Naguère les conditions géographiques de la chaîne bordière que forme le Caucase iranien rendaient les guerres entre voisins d’en haut et d’en bas absolument inévitables et incessantes : l’eau était nécessaire aux uns et aux autres. En effet, les Iraniens tiennent à garder possession, dans toute la longueur du cours, des ruisseaux qui sourdent sur les hauteurs et, plutôt que de les laisser tarir dans le désert, ils cherchent à les capter en entier pour leurs cultures par des canaux d’irrigation. De leur côté, les pillards de la plaine entendaient ne pas se laisser enlever les aiguades accoutumées ; toute goutte d’eau qui leur était ravie devait être rachetée par le sang. D’ailleurs, ces nomades étaient également agriculteurs et avaient besoin d’eau pour leurs champs qu’ils faisaient cultiver par des captifs recrutés çà et là et travaillant sous les coups de lanières en cuir.
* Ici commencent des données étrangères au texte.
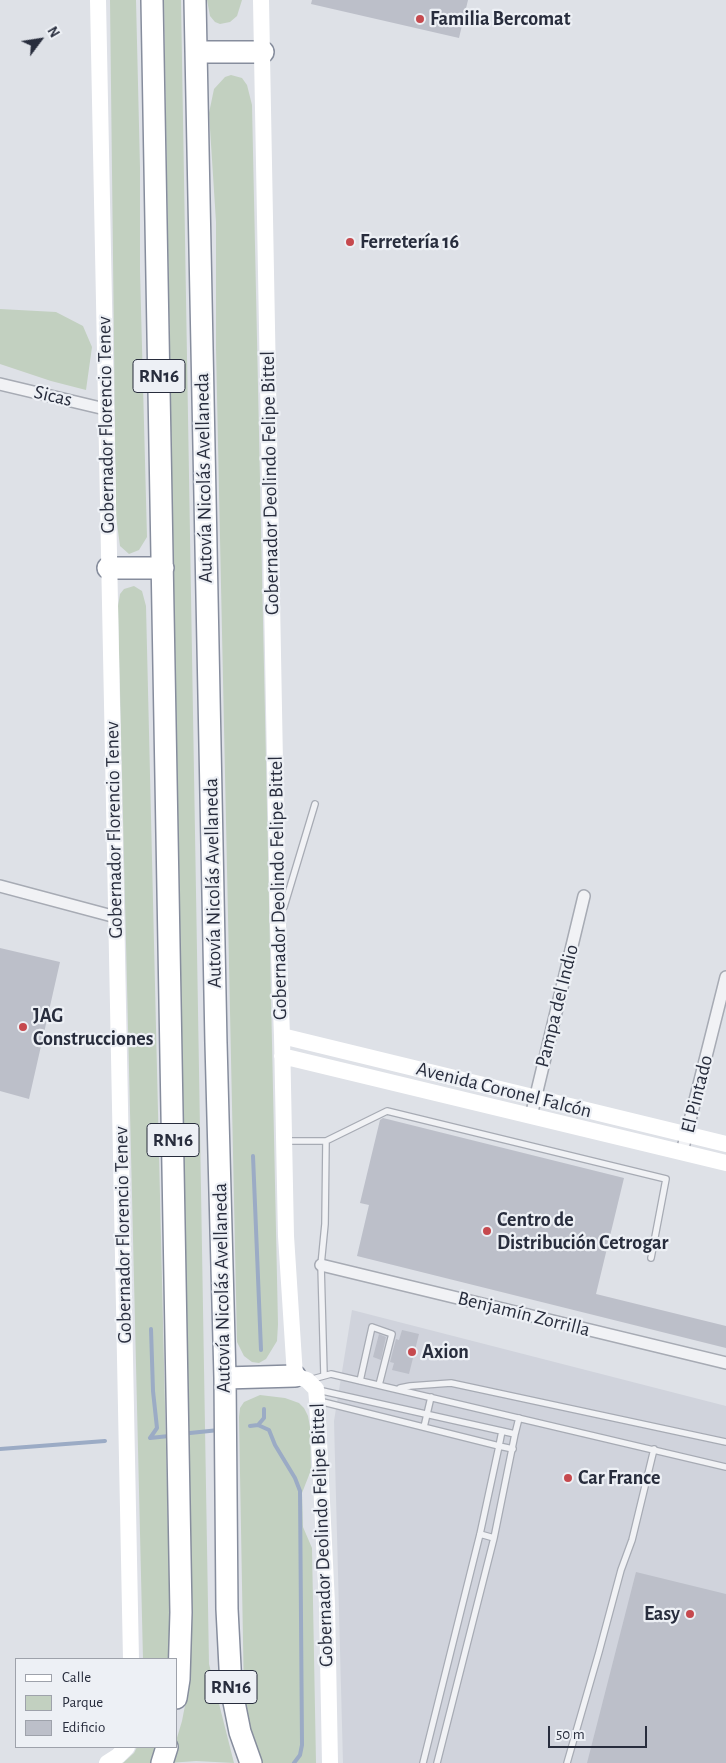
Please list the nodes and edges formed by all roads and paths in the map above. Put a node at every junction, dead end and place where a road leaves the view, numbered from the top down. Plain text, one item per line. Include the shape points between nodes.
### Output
1 (98, 0) edge
2 (152, 0) edge
3 (195, 0) edge
4 (261, 0) edge
5 (196, 52) junction
6 (263, 52) junction
7 (0, 384) edge
8 (106, 409) junction
9 (108, 568) junction
10 (163, 568) junction
11 (315, 804) dead end
12 (0, 886) edge
13 (584, 896) dead end
14 (116, 917) junction
15 (278, 926) junction
16 (726, 977) edge
17 (282, 1036) junction
18 (282, 1056) junction
19 (535, 1097) junction
20 (530, 1116) junction
21 (686, 1134) junction
22 (283, 1141) junction
23 (326, 1141) junction
24 (726, 1144) edge
25 (682, 1152) junction
26 (726, 1163) edge
27 (651, 1258) dead end
28 (321, 1265) junction
29 (726, 1363) edge
30 (225, 1378) junction
31 (360, 1381) junction
32 (312, 1384) junction
33 (379, 1385) junction
34 (397, 1389) junction
35 (431, 1397) junction
36 (426, 1414) junction
37 (519, 1418) junction
38 (424, 1427) junction
39 (502, 1431) junction
40 (516, 1434) junction
41 (726, 1442) edge
42 (499, 1446) junction
43 (513, 1449) junction
44 (654, 1449) junction
45 (726, 1467) edge
46 (480, 1534) junction
47 (494, 1538) junction
48 (472, 1566) junction
49 (486, 1570) junction
50 (465, 1596) junction
51 (478, 1600) junction
52 (457, 1627) junction
53 (470, 1631) junction
54 (132, 1658) edge
55 (448, 1662) junction
56 (462, 1665) junction
57 (178, 1685) edge
58 (441, 1693) junction
59 (454, 1696) junction
60 (434, 1721) junction
61 (447, 1724) junction
62 (126, 1748) edge
63 (167, 1748) edge
64 (426, 1750) junction
65 (440, 1753) junction
66 (107, 1763) edge
67 (162, 1763) edge
68 (251, 1763) edge
69 (330, 1763) edge
70 (423, 1763) edge
71 (437, 1763) edge
72 (567, 1763) edge

1 - 8 street, Gobernador Florencio Tenev
2 - 10 highway, RN16
3 - 5 highway, Autovía Nicolás Avellaneda / RN16
4 - 6 street, Gobernador Deolindo Felipe Bittel
5 - 6 highway
5 - 30 highway, Autovía Nicolás Avellaneda / RN16
6 - 15 street, Gobernador Deolindo Felipe Bittel
7 - 8 street, Sicas
8 - 9 street, Gobernador Florencio Tenev
9 - 10 highway
9 - 14 street, Gobernador Florencio Tenev
10 - 57 highway, RN16 via 181,1612
11 - 15 lane
12 - 14 street
13 - 19 street, Pampa del Indio
14 - 54 street, Gobernador Florencio Tenev
15 - 17 street, Gobernador Deolindo Felipe Bittel
16 - 21 street, El Pintado
17 - 18 street, Gobernador Deolindo Felipe Bittel
17 - 19 street, Avenida Coronel Falcón
18 - 20 street, Avenida Coronel Falcón
18 - 22 street, Gobernador Deolindo Felipe Bittel
19 - 20 street, Pampa del Indio
19 - 21 street, Avenida Coronel Falcón
20 - 25 street, Avenida Coronel Falcón
21 - 24 street, Avenida Coronel Falcón
21 - 25 street, El Pintado
22 - 23 lane
22 - 32 street, Gobernador Deolindo Felipe Bittel via 286,1236
23 - 27 lane via 387,1111 666,1180
23 - 28 lane
25 - 26 street, Avenida Coronel Falcón
28 - 29 street, Benjamín Zorrilla
28 - 32 lane
30 - 32 highway
30 - 68 highway, Autovía Nicolás Avellaneda / RN16 via 231,1687 240,1732
31 - 32 lane via 332,1374
31 - 33 lane
31 - 33 lane via 372,1327 392,1334
32 - 36 lane
32 - 38 lane
32 - 69 street, Gobernador Deolindo Felipe Bittel via 327,1604
33 - 34 lane
34 - 35 lane
34 - 41 lane via 451,1383
35 - 36 lane
35 - 37 lane
36 - 38 lane
36 - 39 lane
37 - 40 lane
37 - 44 lane
38 - 42 lane
39 - 40 lane
39 - 42 lane
40 - 43 lane
42 - 43 lane
42 - 46 lane
43 - 47 lane
44 - 45 lane
44 - 72 lane via 632,1540
46 - 47 lane
46 - 48 lane
47 - 49 lane
48 - 49 lane
48 - 50 lane
49 - 51 lane
50 - 51 lane
50 - 52 lane
51 - 53 lane
52 - 53 lane
52 - 55 lane
53 - 56 lane
55 - 56 lane
55 - 58 lane
56 - 59 lane
58 - 59 lane
58 - 60 lane
59 - 61 lane
60 - 61 lane
60 - 64 lane
61 - 65 lane
62 - 66 street
63 - 67 highway
64 - 65 lane
64 - 70 lane
65 - 71 lane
Il ne leur suffisait donc pas de posséder les mares du Daman-i Koh ou « Piedmont », mais ils cherchaient aussi à remonter vers les sommets et les vallées de l’intérieur pour s’emparer de la région des sources. La guerre était donc continuelle et sévissait sur tous les points à la fois avant que les armées russes eussent immobilisé les populations dans le cercle prescrit. Les nomades touraniens montaient à l’assaut du plateau d’Iran lentement, par empiètements successifs, et nul n’avait plus l’audace de leur résister. Près de chaque source des hautes vallées se montrent les tours de défense où se réfugiaient les indigènes quand un cri de détresse annonçait l’arrivée d’un alaman, ou horde de ravageurs turkmènes. La conquête russe ayant mis fin à cette guerre incessante et au dépeuplement, les habitants du Khorassan et du Seïstan en éprouvent une telle reconnaissance pour les porteurs de la paix que nombre d’entre eux la témoignent par l’adoption des mœurs et des costumes de la Russie : ils vont jusqu’à saluer en se découvrant la tête, ce qui auparavant eût été considéré comme le comble de l’inconvenance[1].

  1. A. Vambéry, La Géographie, 15 mars 1901.